Référence : 2004 CF 1137

Ottawa, Ontario, le 17 août 2004

EN PRÉSENCE DE L'HONORABLE JUGE BEAUDRY

ENTRE :

                                                       RAYNALD DESJARDINS

                                                                                                                                          demandeur

                                                                             et

LE PROCUREUR GÉNÉRAL DU CANADA

                                                                             

                                                                                                                                           défendeur

                                MOTIFS DE L'ORDONNANCE ET ORDONNANCE

[1]                Il s'agit d'une demande de contrôle judiciaire d'une décision de Don Head, membre du troisième palier de la procédure de grief (tribunal) prévue par la Loi sur le système correctionnel et la mise en liberté sous condition, L.C. 1992, c. 20 (Loi), datée du 10 octobre 2003, par laquelle le tribunal rejette les griefs du demandeur.


QUESTIONS EN LITIGE

[2]                Est-ce que la préclusion découlant d'une question déjà tranchée (issue estoppel) s'applique ici? Si oui, est-ce que la Cour doit exercer son pouvoir discrétionnaire et refuser la préclusion?

[3]                La décision du tribunal était-elle manifestement déraisonnable concernant la demande de corrections des renseignements dans le dossier du demandeur?

FAITS

[4]                Le demandeur purge actuellement une peine d'emprisonnement de quinze ans qui a débuté le 24 octobre 1994. Il est incarcéré au Centre fédéral de formation (CFF). Pendant son incarcération, le demandeur bénéficiait des programmes de Permission de sortir sans escorte (PSSE) et de Placement extérieur (PE).

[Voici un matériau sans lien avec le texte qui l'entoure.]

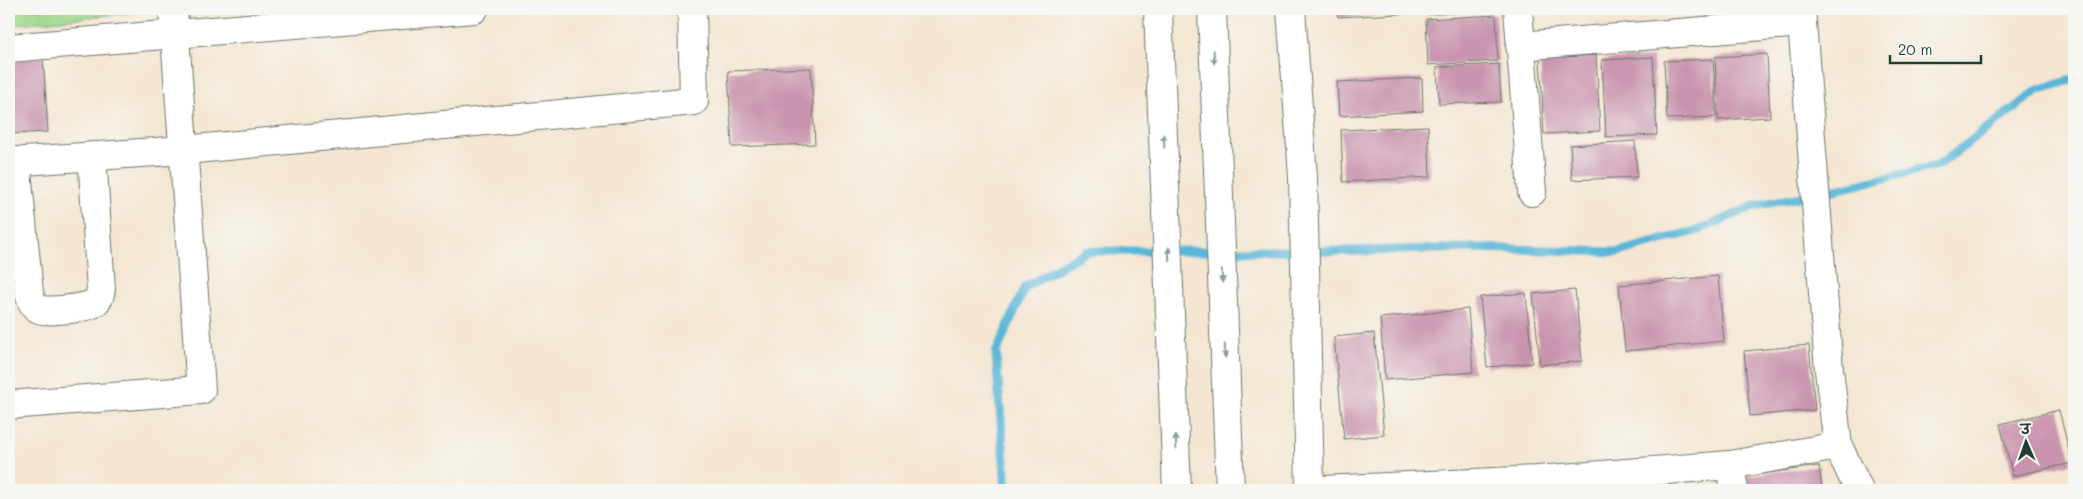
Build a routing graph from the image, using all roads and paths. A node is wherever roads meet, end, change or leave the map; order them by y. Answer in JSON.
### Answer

[5]                Le 25 septembre 2002, le demandeur bénéficiait d'une PSSE afin de pouvoir se rendre à un cours qui se donnait à l'extérieur du pénitencier. Dans le cadre de ce programme, le demandeur était autorisé à se rendre directement au lieu de formation situé au 6900, boulevard Décarie, et à revenir directement au pénitencier en utilisant le transport en commun de Montréal et de Laval. Cette PSSE était conditionnelle à ce que le demandeur ne fréquente aucun individu ayant un casier judiciaire ou lié de près ou de loin au milieu de la drogue et/ou du crime organisé.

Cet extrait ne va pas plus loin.